> _Try it_: Your output must consist of the records printed verbatim, with the pictures excluded.

> _Dataset entries_:
+ + + +

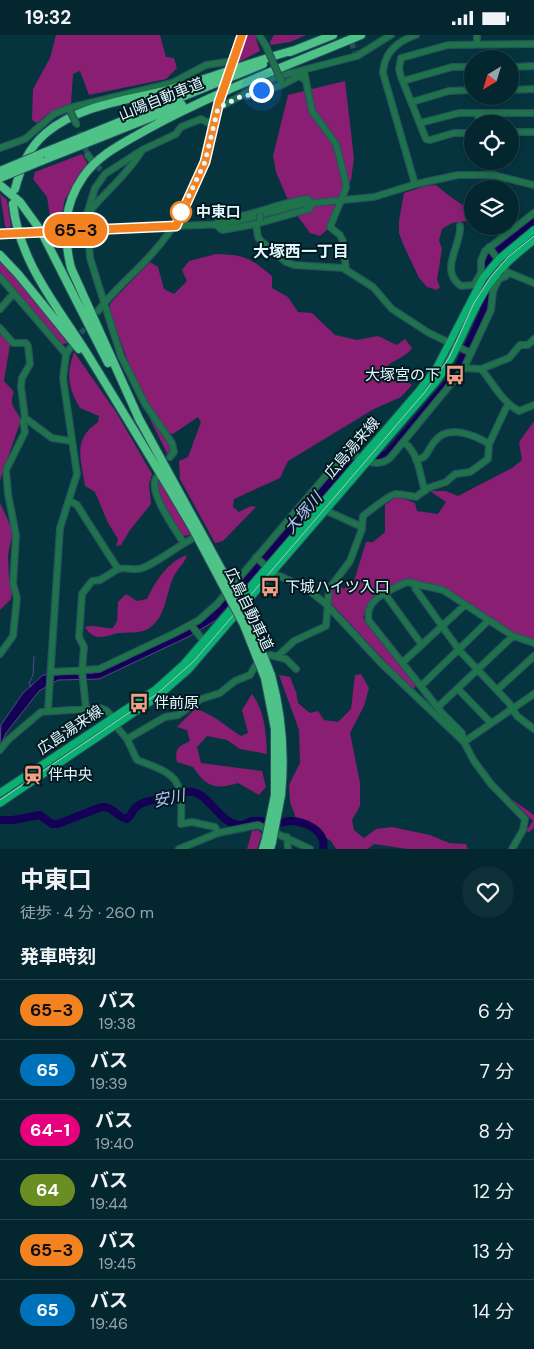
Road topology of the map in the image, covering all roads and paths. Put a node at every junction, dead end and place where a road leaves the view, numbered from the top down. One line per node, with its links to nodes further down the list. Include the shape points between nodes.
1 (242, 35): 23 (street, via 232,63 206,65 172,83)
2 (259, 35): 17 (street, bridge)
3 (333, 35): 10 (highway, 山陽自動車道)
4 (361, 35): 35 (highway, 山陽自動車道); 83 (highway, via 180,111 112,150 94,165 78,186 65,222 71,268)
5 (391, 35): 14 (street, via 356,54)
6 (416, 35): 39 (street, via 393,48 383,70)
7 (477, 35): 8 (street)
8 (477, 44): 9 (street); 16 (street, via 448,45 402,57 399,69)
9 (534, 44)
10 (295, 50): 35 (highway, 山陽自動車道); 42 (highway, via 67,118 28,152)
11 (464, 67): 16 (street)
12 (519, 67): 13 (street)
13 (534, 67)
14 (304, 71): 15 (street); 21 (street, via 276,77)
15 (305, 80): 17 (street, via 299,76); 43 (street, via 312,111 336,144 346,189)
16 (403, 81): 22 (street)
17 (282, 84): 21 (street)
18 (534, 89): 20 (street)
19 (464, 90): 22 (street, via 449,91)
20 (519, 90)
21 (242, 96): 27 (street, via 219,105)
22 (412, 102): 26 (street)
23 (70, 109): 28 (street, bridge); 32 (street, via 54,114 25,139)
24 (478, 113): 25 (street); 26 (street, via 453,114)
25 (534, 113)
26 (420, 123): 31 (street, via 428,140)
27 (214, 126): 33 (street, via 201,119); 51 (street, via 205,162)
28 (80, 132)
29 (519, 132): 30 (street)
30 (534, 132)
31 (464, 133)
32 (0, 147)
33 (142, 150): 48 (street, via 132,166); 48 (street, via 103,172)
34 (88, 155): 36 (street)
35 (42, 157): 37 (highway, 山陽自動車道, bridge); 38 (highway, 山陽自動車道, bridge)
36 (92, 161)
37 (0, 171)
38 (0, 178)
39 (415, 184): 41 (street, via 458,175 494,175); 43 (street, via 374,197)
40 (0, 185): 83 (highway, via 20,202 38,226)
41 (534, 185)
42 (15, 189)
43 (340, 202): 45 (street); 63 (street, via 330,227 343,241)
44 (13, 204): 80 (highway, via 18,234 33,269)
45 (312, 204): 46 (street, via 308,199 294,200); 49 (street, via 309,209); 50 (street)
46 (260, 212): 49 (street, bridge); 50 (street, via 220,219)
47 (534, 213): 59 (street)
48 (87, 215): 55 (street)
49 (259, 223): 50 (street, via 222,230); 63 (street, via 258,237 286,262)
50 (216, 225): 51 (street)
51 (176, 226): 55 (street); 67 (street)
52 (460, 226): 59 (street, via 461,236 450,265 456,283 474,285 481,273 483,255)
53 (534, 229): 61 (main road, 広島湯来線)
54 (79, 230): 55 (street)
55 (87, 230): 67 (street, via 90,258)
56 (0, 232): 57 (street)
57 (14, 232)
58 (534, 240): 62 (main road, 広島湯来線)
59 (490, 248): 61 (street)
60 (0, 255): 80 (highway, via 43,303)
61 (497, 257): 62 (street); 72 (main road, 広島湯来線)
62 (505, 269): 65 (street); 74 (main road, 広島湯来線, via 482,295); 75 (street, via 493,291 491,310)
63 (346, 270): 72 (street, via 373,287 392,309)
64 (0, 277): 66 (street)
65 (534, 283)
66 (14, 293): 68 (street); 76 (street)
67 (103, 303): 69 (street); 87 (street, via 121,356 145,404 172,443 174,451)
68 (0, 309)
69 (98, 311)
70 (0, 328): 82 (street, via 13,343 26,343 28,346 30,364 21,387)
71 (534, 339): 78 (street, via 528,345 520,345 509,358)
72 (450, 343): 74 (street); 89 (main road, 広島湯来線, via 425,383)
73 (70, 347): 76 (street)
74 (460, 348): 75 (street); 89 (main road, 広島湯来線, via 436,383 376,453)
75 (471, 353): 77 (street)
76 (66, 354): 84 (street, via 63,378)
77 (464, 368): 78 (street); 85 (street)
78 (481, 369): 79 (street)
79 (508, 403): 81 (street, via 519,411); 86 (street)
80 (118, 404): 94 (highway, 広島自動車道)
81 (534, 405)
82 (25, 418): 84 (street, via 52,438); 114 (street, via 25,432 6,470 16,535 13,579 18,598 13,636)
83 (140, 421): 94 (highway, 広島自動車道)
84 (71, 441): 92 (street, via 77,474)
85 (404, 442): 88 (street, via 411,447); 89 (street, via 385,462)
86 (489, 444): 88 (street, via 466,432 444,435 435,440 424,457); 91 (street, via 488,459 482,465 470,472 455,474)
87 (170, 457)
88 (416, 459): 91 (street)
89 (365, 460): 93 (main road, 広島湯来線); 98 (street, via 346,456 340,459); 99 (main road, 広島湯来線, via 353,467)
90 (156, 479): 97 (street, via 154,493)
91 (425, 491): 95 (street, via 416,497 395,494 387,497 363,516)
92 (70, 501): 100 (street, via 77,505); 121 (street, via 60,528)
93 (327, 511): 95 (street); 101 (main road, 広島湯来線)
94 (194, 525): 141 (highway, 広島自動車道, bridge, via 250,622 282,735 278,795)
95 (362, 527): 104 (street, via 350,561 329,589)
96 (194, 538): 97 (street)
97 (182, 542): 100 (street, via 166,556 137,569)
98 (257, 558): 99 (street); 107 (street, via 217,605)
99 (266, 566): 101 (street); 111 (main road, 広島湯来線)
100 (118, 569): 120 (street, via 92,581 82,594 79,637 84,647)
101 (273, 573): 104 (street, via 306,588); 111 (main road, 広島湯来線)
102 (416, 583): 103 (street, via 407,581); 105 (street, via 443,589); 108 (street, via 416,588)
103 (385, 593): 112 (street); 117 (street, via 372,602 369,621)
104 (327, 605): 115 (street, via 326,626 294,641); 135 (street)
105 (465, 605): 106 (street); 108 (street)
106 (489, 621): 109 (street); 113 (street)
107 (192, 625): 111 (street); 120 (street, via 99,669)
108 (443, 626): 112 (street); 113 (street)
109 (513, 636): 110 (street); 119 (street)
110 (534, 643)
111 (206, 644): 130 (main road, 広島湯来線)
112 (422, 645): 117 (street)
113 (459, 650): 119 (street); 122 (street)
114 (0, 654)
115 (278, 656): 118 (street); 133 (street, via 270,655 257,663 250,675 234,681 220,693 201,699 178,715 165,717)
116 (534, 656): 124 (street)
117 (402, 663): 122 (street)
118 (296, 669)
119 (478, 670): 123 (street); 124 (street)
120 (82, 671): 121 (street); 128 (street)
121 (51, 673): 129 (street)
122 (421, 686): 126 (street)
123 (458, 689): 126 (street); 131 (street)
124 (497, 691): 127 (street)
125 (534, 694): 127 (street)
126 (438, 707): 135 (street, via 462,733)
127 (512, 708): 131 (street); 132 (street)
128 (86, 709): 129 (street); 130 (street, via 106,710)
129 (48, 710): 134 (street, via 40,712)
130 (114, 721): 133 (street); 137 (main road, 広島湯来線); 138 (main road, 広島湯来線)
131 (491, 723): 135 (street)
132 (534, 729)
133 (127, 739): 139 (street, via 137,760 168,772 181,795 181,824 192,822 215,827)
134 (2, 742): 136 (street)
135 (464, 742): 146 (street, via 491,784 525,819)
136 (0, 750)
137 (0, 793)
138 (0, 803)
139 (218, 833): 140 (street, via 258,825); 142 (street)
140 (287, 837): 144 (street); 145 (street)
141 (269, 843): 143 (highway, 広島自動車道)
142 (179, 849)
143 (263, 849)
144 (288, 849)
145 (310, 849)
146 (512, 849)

+ + + +

> _Solution to the exercise_:
Road topology of the map in the image, covering all roads and paths. Put a node at every junction, dead end and place where a road leaves the view, numbered from the top down. One line per node, with its links to nodes further down the list. Include the shape points between nodes.
1 (242, 35): 23 (street, via 232,63 206,65 172,83)
2 (259, 35): 17 (street, bridge)
3 (333, 35): 10 (highway, 山陽自動車道)
4 (361, 35): 35 (highway, 山陽自動車道); 83 (highway, via 180,111 112,150 94,165 78,186 65,222 71,268)
5 (391, 35): 14 (street, via 356,54)
6 (416, 35): 39 (street, via 393,48 383,70)
7 (477, 35): 8 (street)
8 (477, 44): 9 (street); 16 (street, via 448,45 402,57 399,69)
9 (534, 44)
10 (295, 50): 35 (highway, 山陽自動車道); 42 (highway, via 67,118 28,152)
11 (464, 67): 16 (street)
12 (519, 67): 13 (street)
13 (534, 67)
14 (304, 71): 15 (street); 21 (street, via 276,77)
15 (305, 80): 17 (street, via 299,76); 43 (street, via 312,111 336,144 346,189)
16 (403, 81): 22 (street)
17 (282, 84): 21 (street)
18 (534, 89): 20 (street)
19 (464, 90): 22 (street, via 449,91)
20 (519, 90)
21 (242, 96): 27 (street, via 219,105)
22 (412, 102): 26 (street)
23 (70, 109): 28 (street, bridge); 32 (street, via 54,114 25,139)
24 (478, 113): 25 (street); 26 (street, via 453,114)
25 (534, 113)
26 (420, 123): 31 (street, via 428,140)
27 (214, 126): 33 (street, via 201,119); 51 (street, via 205,162)
28 (80, 132)
29 (519, 132): 30 (street)
30 (534, 132)
31 (464, 133)
32 (0, 147)
33 (142, 150): 48 (street, via 132,166); 48 (street, via 103,172)
34 (88, 155): 36 (street)
35 (42, 157): 37 (highway, 山陽自動車道, bridge); 38 (highway, 山陽自動車道, bridge)
36 (92, 161)
37 (0, 171)
38 (0, 178)
39 (415, 184): 41 (street, via 458,175 494,175); 43 (street, via 374,197)
40 (0, 185): 83 (highway, via 20,202 38,226)
41 (534, 185)
42 (15, 189)
43 (340, 202): 45 (street); 63 (street, via 330,227 343,241)
44 (13, 204): 80 (highway, via 18,234 33,269)
45 (312, 204): 46 (street, via 308,199 294,200); 49 (street, via 309,209); 50 (street)
46 (260, 212): 49 (street, bridge); 50 (street, via 220,219)
47 (534, 213): 59 (street)
48 (87, 215): 55 (street)
49 (259, 223): 50 (street, via 222,230); 63 (street, via 258,237 286,262)
50 (216, 225): 51 (street)
51 (176, 226): 55 (street); 67 (street)
52 (460, 226): 59 (street, via 461,236 450,265 456,283 474,285 481,273 483,255)
53 (534, 229): 61 (main road, 広島湯来線)
54 (79, 230): 55 (street)
55 (87, 230): 67 (street, via 90,258)
56 (0, 232): 57 (street)
57 (14, 232)
58 (534, 240): 62 (main road, 広島湯来線)
59 (490, 248): 61 (street)
60 (0, 255): 80 (highway, via 43,303)
61 (497, 257): 62 (street); 72 (main road, 広島湯来線)
62 (505, 269): 65 (street); 74 (main road, 広島湯来線, via 482,295); 75 (street, via 493,291 491,310)
63 (346, 270): 72 (street, via 373,287 392,309)
64 (0, 277): 66 (street)
65 (534, 283)
66 (14, 293): 68 (street); 76 (street)
67 (103, 303): 69 (street); 87 (street, via 121,356 145,404 172,443 174,451)
68 (0, 309)
69 (98, 311)
70 (0, 328): 82 (street, via 13,343 26,343 28,346 30,364 21,387)
71 (534, 339): 78 (street, via 528,345 520,345 509,358)
72 (450, 343): 74 (street); 89 (main road, 広島湯来線, via 425,383)
73 (70, 347): 76 (street)
74 (460, 348): 75 (street); 89 (main road, 広島湯来線, via 436,383 376,453)
75 (471, 353): 77 (street)
76 (66, 354): 84 (street, via 63,378)
77 (464, 368): 78 (street); 85 (street)
78 (481, 369): 79 (street)
79 (508, 403): 81 (street, via 519,411); 86 (street)
80 (118, 404): 94 (highway, 広島自動車道)
81 (534, 405)
82 (25, 418): 84 (street, via 52,438); 114 (street, via 25,432 6,470 16,535 13,579 18,598 13,636)
83 (140, 421): 94 (highway, 広島自動車道)
84 (71, 441): 92 (street, via 77,474)
85 (404, 442): 88 (street, via 411,447); 89 (street, via 385,462)
86 (489, 444): 88 (street, via 466,432 444,435 435,440 424,457); 91 (street, via 488,459 482,465 470,472 455,474)
87 (170, 457)
88 (416, 459): 91 (street)
89 (365, 460): 93 (main road, 広島湯来線); 98 (street, via 346,456 340,459); 99 (main road, 広島湯来線, via 353,467)
90 (156, 479): 97 (street, via 154,493)
91 (425, 491): 95 (street, via 416,497 395,494 387,497 363,516)
92 (70, 501): 100 (street, via 77,505); 121 (street, via 60,528)
93 (327, 511): 95 (street); 101 (main road, 広島湯来線)
94 (194, 525): 141 (highway, 広島自動車道, bridge, via 250,622 282,735 278,795)
95 (362, 527): 104 (street, via 350,561 329,589)
96 (194, 538): 97 (street)
97 (182, 542): 100 (street, via 166,556 137,569)
98 (257, 558): 99 (street); 107 (street, via 217,605)
99 (266, 566): 101 (street); 111 (main road, 広島湯来線)
100 (118, 569): 120 (street, via 92,581 82,594 79,637 84,647)
101 (273, 573): 104 (street, via 306,588); 111 (main road, 広島湯来線)
102 (416, 583): 103 (street, via 407,581); 105 (street, via 443,589); 108 (street, via 416,588)
103 (385, 593): 112 (street); 117 (street, via 372,602 369,621)
104 (327, 605): 115 (street, via 326,626 294,641); 135 (street)
105 (465, 605): 106 (street); 108 (street)
106 (489, 621): 109 (street); 113 (street)
107 (192, 625): 111 (street); 120 (street, via 99,669)
108 (443, 626): 112 (street); 113 (street)
109 (513, 636): 110 (street); 119 (street)
110 (534, 643)
111 (206, 644): 130 (main road, 広島湯来線)
112 (422, 645): 117 (street)
113 (459, 650): 119 (street); 122 (street)
114 (0, 654)
115 (278, 656): 118 (street); 133 (street, via 270,655 257,663 250,675 234,681 220,693 201,699 178,715 165,717)
116 (534, 656): 124 (street)
117 (402, 663): 122 (street)
118 (296, 669)
119 (478, 670): 123 (street); 124 (street)
120 (82, 671): 121 (street); 128 (street)
121 (51, 673): 129 (street)
122 (421, 686): 126 (street)
123 (458, 689): 126 (street); 131 (street)
124 (497, 691): 127 (street)
125 (534, 694): 127 (street)
126 (438, 707): 135 (street, via 462,733)
127 (512, 708): 131 (street); 132 (street)
128 (86, 709): 129 (street); 130 (street, via 106,710)
129 (48, 710): 134 (street, via 40,712)
130 (114, 721): 133 (street); 137 (main road, 広島湯来線); 138 (main road, 広島湯来線)
131 (491, 723): 135 (street)
132 (534, 729)
133 (127, 739): 139 (street, via 137,760 168,772 181,795 181,824 192,822 215,827)
134 (2, 742): 136 (street)
135 (464, 742): 146 (street, via 491,784 525,819)
136 (0, 750)
137 (0, 793)
138 (0, 803)
139 (218, 833): 140 (street, via 258,825); 142 (street)
140 (287, 837): 144 (street); 145 (street)
141 (269, 843): 143 (highway, 広島自動車道)
142 (179, 849)
143 (263, 849)
144 (288, 849)
145 (310, 849)
146 (512, 849)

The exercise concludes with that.